Laïgelir pourtant, malgré ses succès, restait sur sa faim inextinguible. Premier ministre, il usait de toute son influence pour durcir le régime et multiplier les exactions. Aiguillé par sa haine, il tissait son œuvre pour la ruine universelle. C’était son seul but, car il méprisait le pouvoir, les honneurs et l’argent. Nul ne trouvait grâce à ses yeux. Ibzig était un imbécile, le chef de la Milice un pourri, le ministre de l’Intérieur un ivrogne, le vice-président du Conseil un faible, et le Chancelier un ahuri. Il rêvait en secret du moment où tous ces idiots verraient leur empire s’effondrer dans un océan de pleurs et de désolation qui emporterait l’humanité. Pour ce faire, il lui importait de franchir les frontières de son pays. Avec calcul et minutie, il préparait la guerre. Il espérait qu’elle fût mondiale. Il plaçait ses pions, manœuvrait, provoquait. Tout était prêt pour le sombre triomphe du sang et de la fureur.
 
Cela n’eut jamais lieu. Le peuple se révolta, le régime s’effondra. En quelques jours, tout fut balayé. Ibzig et quelques autres furent tués. Quelques-uns parvinrent à fuir. Le reste fut capturé. Laïgelir était de ceux-là.
À son procès, il fit preuve d’une dignité glaciale et d’un mutisme obstiné qui incommoda jusqu’au plus flegmatique de ses juges. Il ne chercha ni à se défendre, ni à se justifier.
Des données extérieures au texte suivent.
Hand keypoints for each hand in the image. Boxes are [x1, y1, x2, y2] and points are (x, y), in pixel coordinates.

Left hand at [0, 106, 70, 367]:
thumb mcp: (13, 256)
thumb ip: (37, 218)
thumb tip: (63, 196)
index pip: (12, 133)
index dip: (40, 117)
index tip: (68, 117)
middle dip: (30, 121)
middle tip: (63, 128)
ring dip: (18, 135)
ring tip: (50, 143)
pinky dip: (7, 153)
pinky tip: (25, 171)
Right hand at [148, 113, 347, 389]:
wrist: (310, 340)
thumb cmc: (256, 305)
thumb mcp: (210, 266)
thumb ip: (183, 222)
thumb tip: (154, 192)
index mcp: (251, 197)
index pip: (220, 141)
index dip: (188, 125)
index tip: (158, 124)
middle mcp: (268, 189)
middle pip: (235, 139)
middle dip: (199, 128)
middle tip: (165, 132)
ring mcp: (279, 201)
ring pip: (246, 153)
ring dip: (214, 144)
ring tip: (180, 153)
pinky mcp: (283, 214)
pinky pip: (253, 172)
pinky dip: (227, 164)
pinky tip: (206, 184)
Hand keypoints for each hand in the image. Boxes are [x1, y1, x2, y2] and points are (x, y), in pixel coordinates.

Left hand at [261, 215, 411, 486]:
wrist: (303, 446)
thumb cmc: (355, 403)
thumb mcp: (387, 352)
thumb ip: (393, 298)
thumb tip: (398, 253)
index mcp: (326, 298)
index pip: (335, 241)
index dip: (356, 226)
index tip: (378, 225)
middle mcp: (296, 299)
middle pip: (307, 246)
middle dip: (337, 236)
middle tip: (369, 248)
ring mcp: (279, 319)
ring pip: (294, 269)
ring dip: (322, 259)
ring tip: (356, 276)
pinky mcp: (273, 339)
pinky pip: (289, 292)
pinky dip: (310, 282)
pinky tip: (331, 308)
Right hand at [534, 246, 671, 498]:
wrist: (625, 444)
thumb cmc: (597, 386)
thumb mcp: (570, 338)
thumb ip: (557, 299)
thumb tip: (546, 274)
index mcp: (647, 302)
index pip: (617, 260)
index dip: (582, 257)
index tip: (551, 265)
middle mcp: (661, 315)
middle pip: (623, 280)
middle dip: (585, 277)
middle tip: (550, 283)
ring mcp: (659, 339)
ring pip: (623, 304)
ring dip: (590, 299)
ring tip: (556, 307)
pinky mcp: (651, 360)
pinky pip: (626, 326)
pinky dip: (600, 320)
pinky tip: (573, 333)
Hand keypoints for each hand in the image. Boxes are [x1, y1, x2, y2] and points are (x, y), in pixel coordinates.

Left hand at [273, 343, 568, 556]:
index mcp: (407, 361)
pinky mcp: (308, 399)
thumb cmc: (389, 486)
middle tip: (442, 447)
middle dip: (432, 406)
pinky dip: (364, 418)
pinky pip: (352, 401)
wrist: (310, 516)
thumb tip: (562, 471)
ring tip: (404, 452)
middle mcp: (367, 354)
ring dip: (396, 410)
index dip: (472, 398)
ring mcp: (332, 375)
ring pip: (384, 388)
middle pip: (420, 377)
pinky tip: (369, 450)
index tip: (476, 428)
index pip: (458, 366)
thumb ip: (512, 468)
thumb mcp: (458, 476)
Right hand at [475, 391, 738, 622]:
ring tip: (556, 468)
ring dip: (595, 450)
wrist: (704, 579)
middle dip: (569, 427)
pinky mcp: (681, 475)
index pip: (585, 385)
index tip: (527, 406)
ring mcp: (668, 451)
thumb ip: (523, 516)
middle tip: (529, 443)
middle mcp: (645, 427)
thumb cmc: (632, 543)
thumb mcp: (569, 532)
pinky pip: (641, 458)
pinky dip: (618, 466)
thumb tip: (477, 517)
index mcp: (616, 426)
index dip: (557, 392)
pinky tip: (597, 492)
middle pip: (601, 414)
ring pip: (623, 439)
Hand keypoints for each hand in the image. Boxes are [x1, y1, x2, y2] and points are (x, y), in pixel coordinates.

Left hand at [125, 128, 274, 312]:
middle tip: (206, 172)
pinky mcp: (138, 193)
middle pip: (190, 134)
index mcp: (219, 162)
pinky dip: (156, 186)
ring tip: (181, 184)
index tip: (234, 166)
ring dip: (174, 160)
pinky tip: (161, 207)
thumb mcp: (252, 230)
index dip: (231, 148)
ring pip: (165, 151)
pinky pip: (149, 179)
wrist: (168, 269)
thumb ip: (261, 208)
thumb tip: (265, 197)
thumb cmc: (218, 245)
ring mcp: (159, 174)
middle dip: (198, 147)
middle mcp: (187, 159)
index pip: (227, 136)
Il était demeuré si impressionnant que nul n’osait se risquer à croiser encore le regard noir de cet homme le plus détesté du pays qui poursuivait désespérément un songe apocalyptique.
Il fut condamné à mort. La sentence, inévitable, ne parvint même pas à déchirer le masque d’impassibilité de ce grand fauve emprisonné qui n’avait toujours pas cessé d’adresser ses malédictions à ce monde qu’il honnissait.
 
Il fut exécuté au petit matin, quelques jours plus tard. Sans un mot de compassion pour les deux autres que le tribunal avait également condamnés à la peine capitale, il s’était avancé avec beaucoup de fierté jusqu’au lieu de son supplice. La mort ne l’effrayait pas. Il l’appelait au contraire comme une délivrance.       
Pourtant, ce n’était pas sans regrets qu’il partait. Sa conscience le martyrisait en silence de n’avoir rien pu faire pour mettre fin à ce cloaque répugnant et pestilentiel qui continuerait d’exister bien après lui. Il avait échoué. En cela, il n’avait été qu’un vulgaire humain.
Et puis, ce noir regret majeur, celui de n’avoir même pas réussi à annihiler cette infime part d’humanité de son être qui l’avait rangé au rang des schizophrènes, et qu’il avait combattu durant quarante-neuf ans avec obstination sans jamais la vaincre totalement.
Raymun Laïgelir, c’était moi.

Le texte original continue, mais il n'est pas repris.